Cidade de Deus
**/****
starring Matheus Nachtergaele, Seu Jorge, Alexandre Rodrigues, Leandro Firmino da Hora
screenplay by Bráulio Mantovani, based on the novel by Paulo Lins
directed by Fernando Meirelles and Kátia Lund
by Walter Chaw I’m uncomfortable with Fernando Meirelles and Kátia Lund’s City of God–not for its brutality, but for the slick cinematic treatment of that brutality as it manifests itself through the harsh realities of Brazil’s favelas (“slums”). Social Darwinist and serio-mythic in equal queasy measure, the picture is more influenced by Tarantino than Meirelles’s background in commercial and video filmmaking, finding itself trying to balance its sizzle with social conscience before choosing to remove itself as a strict adaptation of Paulo Lins’s book Cidade de Deus. That being said, Meirelles does a magnificent job of parcelling out–of marketing–the key touchstones in the history of a slum seething with violence. The result is a film that suggests what it might be like if Guy Ritchie helmed The Pianist–kinetically intriguing and technically proficient, but deeply troubling for its pop sensibility.
Split into three segments, City of God is defined by the drugs of the choice of the era and the attendant levels of violence that accompanies each: Opening in the early-’60s with the construction of the titular slum, the picture follows the fate of “The Tender Trio,” three small-time hoodlums in a time of reefer and golden sunset beaches who find themselves victims of attrition in an increasingly desperate climate. The sources for that desperation are mysterious–we assume poverty, but the film is more comfortable with nihilistic entropy. And as the picture moves smoothly from the Sixties into the cocaine frenzy of the Seventies (including a magnificent Scorsese-ian murder set-piece set in a discotheque to the tune of “Kung Fu Fighting”), so do two children: one the pacifist brother of a member of “The Tender Trio” (Rocket (Alexandre Rodrigues)), the other a murderous protégé (Li’l Zé (Leandro Firmino da Hora)).
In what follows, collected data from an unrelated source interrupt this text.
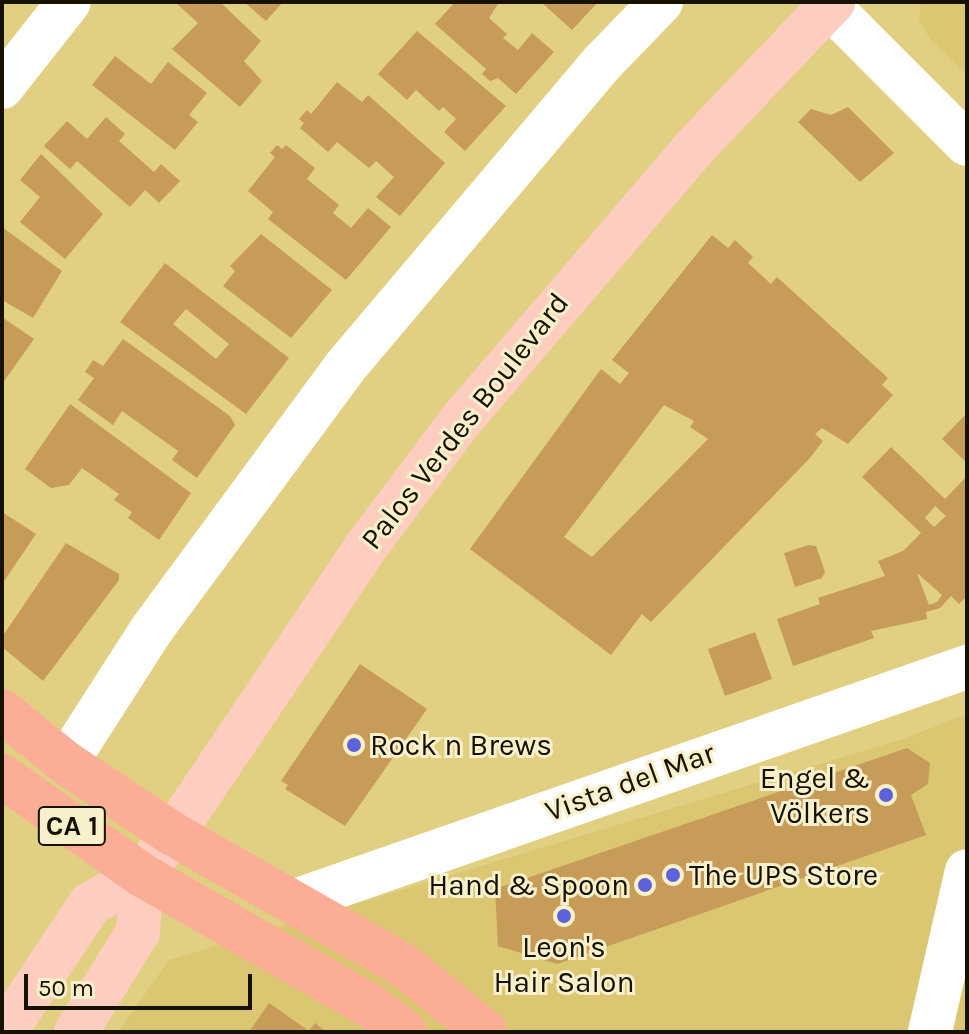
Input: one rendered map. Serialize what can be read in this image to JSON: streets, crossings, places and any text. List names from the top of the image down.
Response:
{
  "streets": {
    "highway": ["CA 1"],
    "main road": ["Palos Verdes Boulevard"],
    "street": ["Vista del Mar"]
  },
  "crossings": [
    ["Palos Verdes Boulevard", "CA 1"],
    ["Vista del Mar", "CA 1"]
  ],
  "places": [
    "Rock n Brews",
    "Engel & Völkers",
    "The UPS Store",
    "Hand & Spoon",
    "Leon's Hair Salon"
  ],
  "scale_bar": "50 m"
}
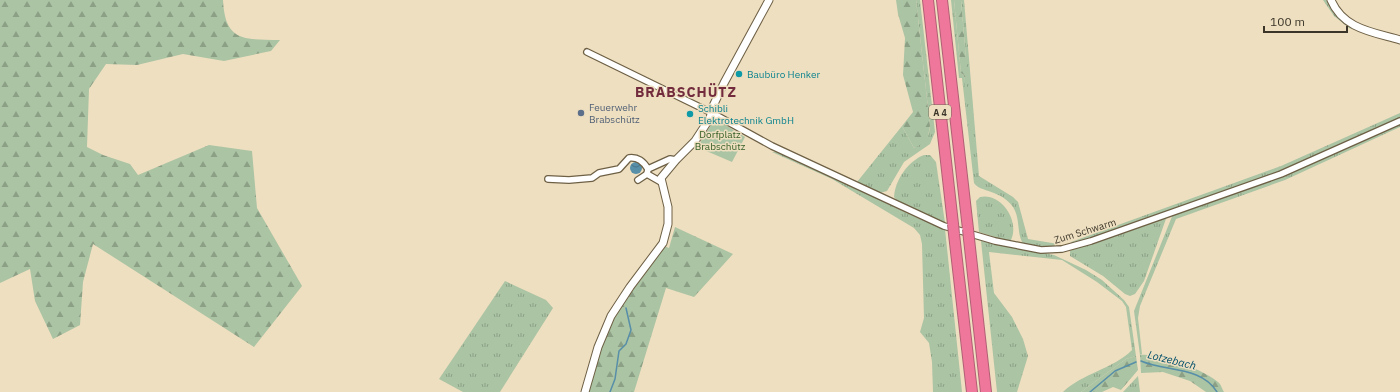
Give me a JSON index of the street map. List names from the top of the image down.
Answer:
{
  "streets": {
    "highway": ["A 4"],
    "street": ["Zum Schwarm"]
  },
  "districts": ["BRABSCHÜTZ"],
  "water": ["Lotzebach"],
  "parks": ["Dorfplatz Brabschütz"],
  "places": ["Baubüro Henker", "Feuerwehr Brabschütz", "Schibli Elektrotechnik GmbH"],
  "scale_bar": "100 m"
}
The middle segment of City of God, between belabouring the irony of its title, manages to present the rise of Li’l Zé as King Rat: he corners the market on the drug trade by murdering each of his rivals. Rocket, in the meantime, aspires to becoming a photographer and escaping the slum by, irony again, documenting its decay. Neither about addiction nor poverty, nor any of the social ills that create the situations documented in the picture, City of God is instead about children murdering children to a rollicking soundtrack and a passel of slickified cinematographic trickery. Not “raw” and not “powerful,” either, the violence in the picture is voyeuristic and sort of illicitly exciting, framed as it is in a visual vocabulary in which we’ve become accustomed not only through Tarantino’s work, but also through Seventies blaxploitation flicks. Consider that Goodfellas, the picture to which City of God is most often compared, presents a strong social context for its tale of violence and retribution.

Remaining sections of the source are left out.